Further recommendations to improve the models and enhance results While the linear regression model performed the best among the three models, achieving an R2 value of 0.556 and an RMSLE value of 0.374, there is still room for improvement.
Upon analyzing the correlation matrix and evaluating the regression models, it became evident that the dataset lacked significant correlations among the attributes. The models’ relatively low R2 values suggest they explain only a moderate amount of variability in housing prices. Additionally, the RMSLE values indicate some degree of prediction error.
To enhance the models and address these limitations, we recommend the following:
Feature Engineering: Explore additional relevant features or create new meaningful features that better capture the relationship with housing prices.
Model Selection and Tuning: Experiment with different regression models, ensemble methods, or variations of the existing models.
Data Quality and Preprocessing: Apply suitable preprocessing techniques such as feature scaling or normalization to improve model performance.
Dataset Expansion: Expand the dataset by incorporating more diverse and comprehensive data.
By implementing these recommendations, we can address the limitations of our current models and enhance the accuracy and reliability of our predictions.
In conclusion, the analysis aimed to predict the sales price of houses in Washington. The data cleaning process involved checking for missing values, outliers, and assessing normality. Exploratory Data Analysis (EDA) was performed to analyze the characteristics, patterns, and relationships present in the data.

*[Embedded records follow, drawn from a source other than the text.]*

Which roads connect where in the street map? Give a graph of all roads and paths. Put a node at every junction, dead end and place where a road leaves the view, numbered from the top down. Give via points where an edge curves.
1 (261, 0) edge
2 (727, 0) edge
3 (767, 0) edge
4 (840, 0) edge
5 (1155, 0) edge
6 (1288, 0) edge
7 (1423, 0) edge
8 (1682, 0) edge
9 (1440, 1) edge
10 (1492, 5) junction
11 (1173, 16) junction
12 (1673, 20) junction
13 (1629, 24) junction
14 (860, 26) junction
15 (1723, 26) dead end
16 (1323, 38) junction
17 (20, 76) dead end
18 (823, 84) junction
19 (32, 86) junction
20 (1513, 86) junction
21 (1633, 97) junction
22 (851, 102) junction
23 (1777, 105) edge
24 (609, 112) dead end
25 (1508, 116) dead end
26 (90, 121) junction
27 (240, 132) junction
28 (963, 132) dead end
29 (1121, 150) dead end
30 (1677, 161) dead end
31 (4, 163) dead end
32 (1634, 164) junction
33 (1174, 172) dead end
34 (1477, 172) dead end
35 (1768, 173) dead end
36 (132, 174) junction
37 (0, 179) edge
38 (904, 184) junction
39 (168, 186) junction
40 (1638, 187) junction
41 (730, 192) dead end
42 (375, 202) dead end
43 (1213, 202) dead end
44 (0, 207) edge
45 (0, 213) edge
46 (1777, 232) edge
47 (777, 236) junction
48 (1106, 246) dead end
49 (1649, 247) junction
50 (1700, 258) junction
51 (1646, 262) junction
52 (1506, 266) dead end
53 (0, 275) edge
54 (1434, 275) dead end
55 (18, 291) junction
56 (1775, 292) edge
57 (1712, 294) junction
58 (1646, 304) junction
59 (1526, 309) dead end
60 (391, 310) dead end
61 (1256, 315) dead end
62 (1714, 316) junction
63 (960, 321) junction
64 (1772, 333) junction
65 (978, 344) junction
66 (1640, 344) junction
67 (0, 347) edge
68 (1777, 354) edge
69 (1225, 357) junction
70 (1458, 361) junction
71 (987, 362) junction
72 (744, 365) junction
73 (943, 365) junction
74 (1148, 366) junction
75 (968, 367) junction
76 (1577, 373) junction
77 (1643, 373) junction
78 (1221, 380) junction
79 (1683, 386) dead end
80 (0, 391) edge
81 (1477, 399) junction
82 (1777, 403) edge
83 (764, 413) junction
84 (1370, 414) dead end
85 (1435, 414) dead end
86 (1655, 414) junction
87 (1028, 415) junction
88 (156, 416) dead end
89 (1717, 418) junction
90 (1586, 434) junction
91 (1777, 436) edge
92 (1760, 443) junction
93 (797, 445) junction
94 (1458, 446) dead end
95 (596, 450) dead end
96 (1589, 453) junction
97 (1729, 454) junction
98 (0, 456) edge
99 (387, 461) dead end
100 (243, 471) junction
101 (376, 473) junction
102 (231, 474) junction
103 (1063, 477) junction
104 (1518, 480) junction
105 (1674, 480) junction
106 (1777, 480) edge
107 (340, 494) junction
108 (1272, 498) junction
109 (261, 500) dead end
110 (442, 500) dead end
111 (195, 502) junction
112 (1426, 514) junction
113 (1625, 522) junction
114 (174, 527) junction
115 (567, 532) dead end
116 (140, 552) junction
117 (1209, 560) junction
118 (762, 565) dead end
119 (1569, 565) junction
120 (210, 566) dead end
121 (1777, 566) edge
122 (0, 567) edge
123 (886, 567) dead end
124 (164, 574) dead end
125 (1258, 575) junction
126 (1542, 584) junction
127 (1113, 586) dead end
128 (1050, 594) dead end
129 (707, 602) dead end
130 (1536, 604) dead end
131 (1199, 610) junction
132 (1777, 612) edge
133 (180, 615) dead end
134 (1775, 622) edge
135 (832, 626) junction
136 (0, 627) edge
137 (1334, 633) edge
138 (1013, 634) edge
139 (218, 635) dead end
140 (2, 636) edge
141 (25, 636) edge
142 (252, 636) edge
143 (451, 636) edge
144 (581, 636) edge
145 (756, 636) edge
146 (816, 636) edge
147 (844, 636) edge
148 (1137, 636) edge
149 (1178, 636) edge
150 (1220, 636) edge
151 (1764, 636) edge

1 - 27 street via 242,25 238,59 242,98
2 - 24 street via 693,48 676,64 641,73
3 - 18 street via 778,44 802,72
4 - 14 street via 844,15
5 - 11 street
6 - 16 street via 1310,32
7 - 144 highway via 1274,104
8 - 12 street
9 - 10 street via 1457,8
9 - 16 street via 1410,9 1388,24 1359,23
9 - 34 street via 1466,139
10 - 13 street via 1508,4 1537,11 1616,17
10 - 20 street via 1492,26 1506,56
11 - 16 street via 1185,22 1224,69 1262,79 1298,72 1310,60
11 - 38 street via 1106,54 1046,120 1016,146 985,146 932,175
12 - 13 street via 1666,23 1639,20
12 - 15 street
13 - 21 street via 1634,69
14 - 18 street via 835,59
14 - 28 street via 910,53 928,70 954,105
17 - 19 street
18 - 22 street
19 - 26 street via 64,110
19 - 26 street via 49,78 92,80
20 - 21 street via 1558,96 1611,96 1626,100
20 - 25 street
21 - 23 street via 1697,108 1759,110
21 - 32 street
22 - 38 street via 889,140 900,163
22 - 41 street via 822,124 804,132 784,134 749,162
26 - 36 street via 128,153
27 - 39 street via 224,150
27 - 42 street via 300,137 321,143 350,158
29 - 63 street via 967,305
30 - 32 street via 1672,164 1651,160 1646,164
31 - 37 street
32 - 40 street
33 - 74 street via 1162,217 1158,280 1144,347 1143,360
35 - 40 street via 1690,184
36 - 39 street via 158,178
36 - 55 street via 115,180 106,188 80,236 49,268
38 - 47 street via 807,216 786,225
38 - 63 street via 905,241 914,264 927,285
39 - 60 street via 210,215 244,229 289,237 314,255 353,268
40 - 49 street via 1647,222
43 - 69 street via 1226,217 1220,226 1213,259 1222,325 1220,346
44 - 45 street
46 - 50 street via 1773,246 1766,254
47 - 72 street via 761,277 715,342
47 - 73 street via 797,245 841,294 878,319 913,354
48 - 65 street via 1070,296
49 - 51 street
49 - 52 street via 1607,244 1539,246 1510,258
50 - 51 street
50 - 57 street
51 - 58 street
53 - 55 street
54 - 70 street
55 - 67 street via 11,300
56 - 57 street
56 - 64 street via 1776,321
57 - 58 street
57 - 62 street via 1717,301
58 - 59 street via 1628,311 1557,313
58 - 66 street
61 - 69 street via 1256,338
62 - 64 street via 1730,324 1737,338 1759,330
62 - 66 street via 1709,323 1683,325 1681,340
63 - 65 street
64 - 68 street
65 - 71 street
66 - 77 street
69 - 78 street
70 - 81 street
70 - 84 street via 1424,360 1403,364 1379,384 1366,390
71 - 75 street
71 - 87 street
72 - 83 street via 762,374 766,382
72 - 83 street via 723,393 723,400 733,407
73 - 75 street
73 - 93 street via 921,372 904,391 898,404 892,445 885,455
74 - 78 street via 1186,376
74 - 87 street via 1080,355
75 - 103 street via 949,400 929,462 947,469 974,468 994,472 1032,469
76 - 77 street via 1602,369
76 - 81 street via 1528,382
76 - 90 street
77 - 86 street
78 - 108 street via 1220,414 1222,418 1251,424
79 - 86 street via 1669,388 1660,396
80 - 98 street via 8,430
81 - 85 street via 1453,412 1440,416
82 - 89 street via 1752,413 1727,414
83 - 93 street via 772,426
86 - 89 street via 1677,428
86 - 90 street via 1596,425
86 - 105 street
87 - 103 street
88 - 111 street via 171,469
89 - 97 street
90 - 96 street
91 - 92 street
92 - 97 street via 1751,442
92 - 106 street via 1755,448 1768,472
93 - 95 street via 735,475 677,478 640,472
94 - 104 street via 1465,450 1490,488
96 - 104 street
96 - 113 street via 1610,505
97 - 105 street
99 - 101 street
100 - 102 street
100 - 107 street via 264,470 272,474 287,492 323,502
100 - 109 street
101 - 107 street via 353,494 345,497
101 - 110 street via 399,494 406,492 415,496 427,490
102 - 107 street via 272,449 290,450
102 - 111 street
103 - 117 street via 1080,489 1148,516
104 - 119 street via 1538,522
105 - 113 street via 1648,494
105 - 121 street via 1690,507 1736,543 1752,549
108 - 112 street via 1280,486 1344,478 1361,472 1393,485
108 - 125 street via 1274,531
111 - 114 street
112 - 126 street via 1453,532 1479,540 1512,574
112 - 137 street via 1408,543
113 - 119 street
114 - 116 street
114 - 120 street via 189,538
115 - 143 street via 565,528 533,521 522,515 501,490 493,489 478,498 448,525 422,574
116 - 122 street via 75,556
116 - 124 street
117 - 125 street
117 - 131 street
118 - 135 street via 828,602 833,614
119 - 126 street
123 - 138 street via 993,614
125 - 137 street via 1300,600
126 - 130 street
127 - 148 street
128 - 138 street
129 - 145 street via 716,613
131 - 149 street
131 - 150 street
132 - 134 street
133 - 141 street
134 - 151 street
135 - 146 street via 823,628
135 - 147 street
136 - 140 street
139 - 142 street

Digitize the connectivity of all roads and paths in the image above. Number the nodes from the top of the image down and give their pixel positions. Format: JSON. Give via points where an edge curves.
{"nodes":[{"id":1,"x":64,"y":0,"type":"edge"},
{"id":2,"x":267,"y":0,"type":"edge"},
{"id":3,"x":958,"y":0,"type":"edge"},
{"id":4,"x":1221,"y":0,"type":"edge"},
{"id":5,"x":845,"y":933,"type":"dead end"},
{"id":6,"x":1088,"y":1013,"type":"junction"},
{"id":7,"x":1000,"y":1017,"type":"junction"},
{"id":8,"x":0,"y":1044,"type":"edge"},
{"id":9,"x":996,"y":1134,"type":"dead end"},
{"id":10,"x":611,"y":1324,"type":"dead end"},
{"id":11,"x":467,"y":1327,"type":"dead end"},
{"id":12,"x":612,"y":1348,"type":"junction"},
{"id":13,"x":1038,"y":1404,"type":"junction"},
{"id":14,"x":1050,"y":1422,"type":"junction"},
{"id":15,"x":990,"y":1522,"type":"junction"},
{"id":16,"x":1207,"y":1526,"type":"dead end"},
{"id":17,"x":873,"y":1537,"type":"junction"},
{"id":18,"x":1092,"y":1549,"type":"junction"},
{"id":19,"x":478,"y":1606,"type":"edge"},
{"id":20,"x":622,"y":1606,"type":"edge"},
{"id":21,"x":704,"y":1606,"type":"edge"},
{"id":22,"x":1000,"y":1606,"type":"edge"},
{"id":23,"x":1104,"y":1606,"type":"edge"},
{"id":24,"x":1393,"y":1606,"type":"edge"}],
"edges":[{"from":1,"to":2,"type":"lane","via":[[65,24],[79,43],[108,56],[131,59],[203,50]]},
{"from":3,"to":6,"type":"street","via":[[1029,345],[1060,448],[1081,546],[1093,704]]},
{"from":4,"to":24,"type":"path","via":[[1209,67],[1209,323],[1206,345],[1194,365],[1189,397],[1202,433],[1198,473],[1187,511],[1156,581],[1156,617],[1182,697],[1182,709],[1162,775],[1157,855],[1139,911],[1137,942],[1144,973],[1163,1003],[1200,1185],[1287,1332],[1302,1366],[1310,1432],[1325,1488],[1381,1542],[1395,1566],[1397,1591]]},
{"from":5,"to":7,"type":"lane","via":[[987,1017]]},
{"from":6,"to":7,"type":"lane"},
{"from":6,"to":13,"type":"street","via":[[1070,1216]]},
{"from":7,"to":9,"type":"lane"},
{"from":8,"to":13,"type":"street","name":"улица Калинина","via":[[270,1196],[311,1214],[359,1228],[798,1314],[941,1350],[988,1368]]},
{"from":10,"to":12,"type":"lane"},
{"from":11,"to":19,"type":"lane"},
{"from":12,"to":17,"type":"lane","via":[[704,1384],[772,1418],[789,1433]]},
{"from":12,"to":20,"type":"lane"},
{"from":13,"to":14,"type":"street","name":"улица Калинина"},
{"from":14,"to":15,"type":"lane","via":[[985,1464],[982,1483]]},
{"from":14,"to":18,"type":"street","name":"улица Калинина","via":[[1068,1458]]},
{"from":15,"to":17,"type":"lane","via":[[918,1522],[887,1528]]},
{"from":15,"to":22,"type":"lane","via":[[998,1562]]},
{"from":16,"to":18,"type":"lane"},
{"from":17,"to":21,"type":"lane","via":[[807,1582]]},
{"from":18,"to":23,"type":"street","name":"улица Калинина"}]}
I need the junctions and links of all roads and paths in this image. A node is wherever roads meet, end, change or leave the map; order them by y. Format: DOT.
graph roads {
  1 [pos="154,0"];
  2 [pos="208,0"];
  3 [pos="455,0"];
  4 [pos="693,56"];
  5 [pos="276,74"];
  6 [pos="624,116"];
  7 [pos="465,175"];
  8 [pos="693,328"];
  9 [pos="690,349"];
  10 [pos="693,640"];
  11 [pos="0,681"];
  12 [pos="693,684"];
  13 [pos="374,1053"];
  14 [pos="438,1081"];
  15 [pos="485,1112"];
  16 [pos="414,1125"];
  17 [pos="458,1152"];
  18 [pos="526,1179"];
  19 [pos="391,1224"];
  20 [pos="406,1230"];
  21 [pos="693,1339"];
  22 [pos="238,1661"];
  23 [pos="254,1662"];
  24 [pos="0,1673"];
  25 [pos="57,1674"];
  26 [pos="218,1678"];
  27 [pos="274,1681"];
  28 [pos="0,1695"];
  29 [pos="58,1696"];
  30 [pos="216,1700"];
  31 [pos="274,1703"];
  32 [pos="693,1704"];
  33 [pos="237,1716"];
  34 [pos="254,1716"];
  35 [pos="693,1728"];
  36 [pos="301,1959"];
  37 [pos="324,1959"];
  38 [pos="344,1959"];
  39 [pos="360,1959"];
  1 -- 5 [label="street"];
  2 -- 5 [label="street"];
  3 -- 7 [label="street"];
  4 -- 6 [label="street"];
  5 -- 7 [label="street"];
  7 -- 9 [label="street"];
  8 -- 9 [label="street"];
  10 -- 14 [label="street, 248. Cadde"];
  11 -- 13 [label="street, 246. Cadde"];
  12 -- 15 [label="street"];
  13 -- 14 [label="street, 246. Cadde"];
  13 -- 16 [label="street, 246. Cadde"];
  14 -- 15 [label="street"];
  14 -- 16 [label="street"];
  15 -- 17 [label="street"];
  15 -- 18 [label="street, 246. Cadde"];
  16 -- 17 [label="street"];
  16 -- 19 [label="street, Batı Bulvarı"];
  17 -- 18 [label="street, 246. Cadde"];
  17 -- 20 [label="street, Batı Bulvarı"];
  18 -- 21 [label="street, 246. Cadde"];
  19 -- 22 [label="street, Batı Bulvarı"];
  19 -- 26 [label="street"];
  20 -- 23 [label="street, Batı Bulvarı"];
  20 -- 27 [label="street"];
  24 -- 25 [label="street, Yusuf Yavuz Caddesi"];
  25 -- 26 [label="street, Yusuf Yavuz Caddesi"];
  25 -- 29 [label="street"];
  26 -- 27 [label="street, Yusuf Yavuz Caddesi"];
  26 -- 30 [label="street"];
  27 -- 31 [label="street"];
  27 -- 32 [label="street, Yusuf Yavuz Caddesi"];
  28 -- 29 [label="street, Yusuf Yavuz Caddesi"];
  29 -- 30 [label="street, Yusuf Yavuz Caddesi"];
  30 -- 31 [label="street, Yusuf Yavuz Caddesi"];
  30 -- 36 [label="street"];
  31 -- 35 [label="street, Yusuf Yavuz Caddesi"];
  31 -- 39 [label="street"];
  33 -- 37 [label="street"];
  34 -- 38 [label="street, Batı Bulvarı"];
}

The classification analysis revealed that the random forest model achieved the highest accuracy compared to other models such as decision trees, SVM, and Naïve Bayes. Thus, the random forest model is recommended for accurately classifying housing prices into categories such as ‘High,’ ‘Low,’ and ‘Medium’.
Based on the regression analysis, the best option for predicting house prices is the linear regression model. However, a moderate level of accuracy is shown, therefore further improvement will be needed.